WHAT YOU ARE ASKED TO DO:
Every line in the records below with the string "Plain" needs to be copied out.

Recorded data:
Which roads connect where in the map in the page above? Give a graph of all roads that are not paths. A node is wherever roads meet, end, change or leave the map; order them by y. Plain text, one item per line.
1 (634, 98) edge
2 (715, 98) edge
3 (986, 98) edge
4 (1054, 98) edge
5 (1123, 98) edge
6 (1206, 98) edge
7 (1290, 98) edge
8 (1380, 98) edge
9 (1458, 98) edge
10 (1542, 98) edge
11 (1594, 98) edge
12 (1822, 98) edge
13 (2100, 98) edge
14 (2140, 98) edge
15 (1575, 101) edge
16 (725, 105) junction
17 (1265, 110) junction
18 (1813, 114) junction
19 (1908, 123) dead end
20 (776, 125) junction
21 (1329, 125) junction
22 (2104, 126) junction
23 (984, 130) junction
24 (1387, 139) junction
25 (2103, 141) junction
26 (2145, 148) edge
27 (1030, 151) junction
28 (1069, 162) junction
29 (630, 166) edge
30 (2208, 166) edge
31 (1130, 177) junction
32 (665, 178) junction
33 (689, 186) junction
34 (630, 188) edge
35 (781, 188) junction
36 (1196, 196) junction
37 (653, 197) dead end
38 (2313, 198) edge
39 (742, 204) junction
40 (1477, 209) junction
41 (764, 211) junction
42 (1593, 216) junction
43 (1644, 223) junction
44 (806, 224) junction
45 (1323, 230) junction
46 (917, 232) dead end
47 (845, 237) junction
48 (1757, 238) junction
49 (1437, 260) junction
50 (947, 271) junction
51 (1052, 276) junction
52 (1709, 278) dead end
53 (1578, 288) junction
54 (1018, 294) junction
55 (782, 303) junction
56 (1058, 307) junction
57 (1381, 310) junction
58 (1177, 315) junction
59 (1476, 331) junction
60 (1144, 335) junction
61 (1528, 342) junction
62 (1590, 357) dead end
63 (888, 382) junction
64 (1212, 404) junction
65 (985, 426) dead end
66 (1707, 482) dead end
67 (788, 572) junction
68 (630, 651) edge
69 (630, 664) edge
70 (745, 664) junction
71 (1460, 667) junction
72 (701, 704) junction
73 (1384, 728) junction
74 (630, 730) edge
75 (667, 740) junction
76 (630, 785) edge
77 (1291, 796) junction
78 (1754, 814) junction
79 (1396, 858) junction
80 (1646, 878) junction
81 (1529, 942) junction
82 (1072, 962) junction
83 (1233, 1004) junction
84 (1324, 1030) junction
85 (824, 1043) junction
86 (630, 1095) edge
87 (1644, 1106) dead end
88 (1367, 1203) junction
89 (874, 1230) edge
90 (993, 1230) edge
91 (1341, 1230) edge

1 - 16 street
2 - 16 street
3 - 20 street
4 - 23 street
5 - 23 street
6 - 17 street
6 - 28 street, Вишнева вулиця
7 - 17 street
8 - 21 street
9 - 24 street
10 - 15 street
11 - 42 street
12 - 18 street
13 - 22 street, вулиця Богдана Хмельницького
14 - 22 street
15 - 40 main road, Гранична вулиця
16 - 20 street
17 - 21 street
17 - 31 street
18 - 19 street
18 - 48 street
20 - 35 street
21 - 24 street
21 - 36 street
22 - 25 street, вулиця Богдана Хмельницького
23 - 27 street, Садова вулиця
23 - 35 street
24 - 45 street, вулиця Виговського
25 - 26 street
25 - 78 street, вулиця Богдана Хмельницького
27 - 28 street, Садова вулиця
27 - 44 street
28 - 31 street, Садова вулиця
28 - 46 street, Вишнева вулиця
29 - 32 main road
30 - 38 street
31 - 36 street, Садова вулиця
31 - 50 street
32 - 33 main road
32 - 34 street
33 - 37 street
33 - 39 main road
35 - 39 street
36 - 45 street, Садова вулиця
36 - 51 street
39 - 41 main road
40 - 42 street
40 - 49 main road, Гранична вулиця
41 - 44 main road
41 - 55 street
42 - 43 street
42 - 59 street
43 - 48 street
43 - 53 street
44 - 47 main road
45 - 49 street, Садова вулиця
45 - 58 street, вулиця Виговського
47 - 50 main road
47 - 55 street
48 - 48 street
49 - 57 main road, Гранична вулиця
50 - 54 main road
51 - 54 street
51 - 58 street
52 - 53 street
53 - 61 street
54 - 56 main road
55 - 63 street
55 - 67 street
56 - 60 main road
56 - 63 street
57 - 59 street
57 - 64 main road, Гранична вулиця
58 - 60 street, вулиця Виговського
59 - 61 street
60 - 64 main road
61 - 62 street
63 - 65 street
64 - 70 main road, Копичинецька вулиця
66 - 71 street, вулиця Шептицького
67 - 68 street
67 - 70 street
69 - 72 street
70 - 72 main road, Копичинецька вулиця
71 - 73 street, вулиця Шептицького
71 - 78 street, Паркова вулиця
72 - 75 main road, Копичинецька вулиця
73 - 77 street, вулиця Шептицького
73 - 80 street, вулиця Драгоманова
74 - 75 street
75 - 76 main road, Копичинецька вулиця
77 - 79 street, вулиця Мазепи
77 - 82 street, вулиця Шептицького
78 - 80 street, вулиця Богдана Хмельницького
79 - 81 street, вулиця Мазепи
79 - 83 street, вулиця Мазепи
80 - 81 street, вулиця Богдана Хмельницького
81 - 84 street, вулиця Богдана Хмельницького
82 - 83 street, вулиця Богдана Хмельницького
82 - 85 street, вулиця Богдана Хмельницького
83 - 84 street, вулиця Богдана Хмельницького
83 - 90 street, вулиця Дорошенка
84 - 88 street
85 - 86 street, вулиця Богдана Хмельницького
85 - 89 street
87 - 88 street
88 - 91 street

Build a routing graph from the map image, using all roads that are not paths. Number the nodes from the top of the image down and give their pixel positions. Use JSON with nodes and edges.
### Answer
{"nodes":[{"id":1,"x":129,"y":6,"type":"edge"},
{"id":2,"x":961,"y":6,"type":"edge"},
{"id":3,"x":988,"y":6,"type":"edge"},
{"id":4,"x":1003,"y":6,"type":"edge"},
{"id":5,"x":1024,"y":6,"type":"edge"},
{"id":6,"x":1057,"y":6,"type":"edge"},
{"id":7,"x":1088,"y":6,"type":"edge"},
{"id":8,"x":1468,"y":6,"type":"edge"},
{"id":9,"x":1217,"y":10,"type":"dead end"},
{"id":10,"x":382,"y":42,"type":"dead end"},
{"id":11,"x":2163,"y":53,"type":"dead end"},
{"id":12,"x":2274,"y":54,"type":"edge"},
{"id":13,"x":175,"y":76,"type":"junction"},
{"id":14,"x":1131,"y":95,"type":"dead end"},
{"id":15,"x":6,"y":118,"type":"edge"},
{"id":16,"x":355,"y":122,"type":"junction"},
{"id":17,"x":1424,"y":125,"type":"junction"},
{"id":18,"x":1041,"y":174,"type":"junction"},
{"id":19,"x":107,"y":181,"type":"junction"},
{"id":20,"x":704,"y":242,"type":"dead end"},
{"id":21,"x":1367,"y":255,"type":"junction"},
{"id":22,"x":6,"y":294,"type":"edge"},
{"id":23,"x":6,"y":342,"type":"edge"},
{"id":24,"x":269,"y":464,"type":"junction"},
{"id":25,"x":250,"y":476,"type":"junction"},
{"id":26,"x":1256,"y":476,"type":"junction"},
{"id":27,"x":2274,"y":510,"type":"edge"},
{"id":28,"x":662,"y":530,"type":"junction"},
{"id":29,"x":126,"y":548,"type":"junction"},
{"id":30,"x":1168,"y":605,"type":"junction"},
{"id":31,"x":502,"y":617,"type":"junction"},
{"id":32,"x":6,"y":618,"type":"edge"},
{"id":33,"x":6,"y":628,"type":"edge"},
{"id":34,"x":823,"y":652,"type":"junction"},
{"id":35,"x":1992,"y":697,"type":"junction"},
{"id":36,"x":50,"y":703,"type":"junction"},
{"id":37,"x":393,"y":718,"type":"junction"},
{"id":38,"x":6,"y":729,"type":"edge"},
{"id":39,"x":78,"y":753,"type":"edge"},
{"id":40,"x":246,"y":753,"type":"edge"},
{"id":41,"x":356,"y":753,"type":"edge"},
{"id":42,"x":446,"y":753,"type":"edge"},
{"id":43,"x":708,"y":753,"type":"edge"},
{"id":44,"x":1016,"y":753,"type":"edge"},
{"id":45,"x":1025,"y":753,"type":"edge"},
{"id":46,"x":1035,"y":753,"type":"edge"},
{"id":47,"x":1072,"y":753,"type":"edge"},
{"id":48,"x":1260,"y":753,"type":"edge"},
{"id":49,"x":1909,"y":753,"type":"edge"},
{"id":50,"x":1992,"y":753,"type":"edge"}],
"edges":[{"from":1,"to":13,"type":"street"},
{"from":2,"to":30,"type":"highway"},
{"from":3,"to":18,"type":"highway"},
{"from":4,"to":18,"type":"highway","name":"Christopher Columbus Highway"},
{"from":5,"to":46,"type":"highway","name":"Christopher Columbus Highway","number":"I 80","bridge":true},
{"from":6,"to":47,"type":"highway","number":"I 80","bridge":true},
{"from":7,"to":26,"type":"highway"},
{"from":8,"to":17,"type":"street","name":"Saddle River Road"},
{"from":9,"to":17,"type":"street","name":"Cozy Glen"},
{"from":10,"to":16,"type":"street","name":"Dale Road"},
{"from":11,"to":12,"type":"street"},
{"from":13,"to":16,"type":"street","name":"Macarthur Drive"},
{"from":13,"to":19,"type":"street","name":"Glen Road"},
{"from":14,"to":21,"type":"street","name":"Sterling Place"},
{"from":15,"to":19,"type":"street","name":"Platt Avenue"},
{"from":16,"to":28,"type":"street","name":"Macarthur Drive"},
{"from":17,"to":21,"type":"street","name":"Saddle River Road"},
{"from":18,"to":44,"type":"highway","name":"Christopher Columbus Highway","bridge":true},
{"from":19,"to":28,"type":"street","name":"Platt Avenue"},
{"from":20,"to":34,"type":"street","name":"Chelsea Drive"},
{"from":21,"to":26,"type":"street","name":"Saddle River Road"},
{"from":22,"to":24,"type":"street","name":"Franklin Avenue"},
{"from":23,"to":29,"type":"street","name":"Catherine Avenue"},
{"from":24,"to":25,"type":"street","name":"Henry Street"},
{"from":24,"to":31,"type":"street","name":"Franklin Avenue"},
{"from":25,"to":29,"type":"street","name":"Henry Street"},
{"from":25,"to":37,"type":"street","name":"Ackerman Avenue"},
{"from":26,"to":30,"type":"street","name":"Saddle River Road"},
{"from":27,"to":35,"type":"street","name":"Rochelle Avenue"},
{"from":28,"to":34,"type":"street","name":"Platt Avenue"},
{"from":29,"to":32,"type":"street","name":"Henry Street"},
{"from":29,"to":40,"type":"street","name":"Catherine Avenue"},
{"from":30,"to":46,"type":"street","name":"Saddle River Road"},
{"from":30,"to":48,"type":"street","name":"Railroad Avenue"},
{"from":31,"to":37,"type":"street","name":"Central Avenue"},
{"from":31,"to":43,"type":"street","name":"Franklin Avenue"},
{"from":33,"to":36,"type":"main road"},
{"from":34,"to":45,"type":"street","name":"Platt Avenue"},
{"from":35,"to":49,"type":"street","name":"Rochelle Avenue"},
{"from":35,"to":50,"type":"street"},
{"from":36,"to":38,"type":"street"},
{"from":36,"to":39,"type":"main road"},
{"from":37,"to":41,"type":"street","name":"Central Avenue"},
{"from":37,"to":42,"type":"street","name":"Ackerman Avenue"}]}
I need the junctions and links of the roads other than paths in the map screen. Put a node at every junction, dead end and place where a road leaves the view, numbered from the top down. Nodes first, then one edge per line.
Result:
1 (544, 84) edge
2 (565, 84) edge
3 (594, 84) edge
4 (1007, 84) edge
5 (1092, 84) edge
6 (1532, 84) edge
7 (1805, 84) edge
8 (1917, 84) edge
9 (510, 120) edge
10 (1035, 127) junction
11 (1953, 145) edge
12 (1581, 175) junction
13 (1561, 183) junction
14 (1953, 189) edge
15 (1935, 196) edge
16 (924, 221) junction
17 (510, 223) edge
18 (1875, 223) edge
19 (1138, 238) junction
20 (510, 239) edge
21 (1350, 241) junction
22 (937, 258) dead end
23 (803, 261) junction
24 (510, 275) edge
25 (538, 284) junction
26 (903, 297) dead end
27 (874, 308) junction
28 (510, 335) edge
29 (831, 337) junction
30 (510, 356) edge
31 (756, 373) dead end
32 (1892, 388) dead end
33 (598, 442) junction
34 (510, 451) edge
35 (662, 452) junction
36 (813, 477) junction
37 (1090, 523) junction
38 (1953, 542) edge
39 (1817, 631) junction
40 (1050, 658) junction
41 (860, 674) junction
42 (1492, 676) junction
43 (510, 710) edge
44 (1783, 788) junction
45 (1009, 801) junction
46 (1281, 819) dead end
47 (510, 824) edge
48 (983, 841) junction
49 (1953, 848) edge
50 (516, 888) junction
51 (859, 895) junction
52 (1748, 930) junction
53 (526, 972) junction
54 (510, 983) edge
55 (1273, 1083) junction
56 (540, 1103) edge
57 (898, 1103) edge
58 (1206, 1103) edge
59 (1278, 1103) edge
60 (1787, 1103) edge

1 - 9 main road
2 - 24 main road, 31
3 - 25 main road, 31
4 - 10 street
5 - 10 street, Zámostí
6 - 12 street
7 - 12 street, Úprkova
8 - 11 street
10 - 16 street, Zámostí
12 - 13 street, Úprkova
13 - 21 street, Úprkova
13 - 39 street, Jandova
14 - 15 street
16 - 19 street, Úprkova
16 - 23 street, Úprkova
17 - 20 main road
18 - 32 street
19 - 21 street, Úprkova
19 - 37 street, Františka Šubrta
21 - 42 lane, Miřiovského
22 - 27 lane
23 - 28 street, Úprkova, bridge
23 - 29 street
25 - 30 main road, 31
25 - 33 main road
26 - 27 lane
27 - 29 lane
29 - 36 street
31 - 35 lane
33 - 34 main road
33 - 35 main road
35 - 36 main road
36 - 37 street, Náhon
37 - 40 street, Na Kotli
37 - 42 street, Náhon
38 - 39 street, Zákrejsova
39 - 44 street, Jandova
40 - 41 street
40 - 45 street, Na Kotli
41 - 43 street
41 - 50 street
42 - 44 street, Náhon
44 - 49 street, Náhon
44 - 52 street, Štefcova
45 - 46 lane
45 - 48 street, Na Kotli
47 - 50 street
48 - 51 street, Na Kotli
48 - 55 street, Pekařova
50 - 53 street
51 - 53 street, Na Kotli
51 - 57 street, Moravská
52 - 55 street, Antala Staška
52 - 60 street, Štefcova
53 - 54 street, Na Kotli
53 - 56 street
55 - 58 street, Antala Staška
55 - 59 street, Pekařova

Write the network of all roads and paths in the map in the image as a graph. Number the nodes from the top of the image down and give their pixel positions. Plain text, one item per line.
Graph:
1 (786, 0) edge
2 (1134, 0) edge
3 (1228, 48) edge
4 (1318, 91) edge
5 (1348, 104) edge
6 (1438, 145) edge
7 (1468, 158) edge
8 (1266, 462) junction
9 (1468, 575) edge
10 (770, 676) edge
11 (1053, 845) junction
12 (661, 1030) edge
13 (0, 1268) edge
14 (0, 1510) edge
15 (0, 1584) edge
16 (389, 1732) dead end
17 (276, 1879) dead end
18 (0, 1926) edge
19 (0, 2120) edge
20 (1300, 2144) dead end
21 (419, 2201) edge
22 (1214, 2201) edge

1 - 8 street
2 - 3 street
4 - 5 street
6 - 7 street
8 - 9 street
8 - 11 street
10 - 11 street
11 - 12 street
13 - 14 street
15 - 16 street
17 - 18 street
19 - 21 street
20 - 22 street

FINISHED TASK:
Which roads connect where in the map in the page above? Give a graph of all roads that are not paths. A node is wherever roads meet, end, change or leave the map; order them by y. Plain text, one item per line.
Write the network of all roads and paths in the map in the image as a graph. Number the nodes from the top of the image down and give their pixel positions. Plain text, one item per line.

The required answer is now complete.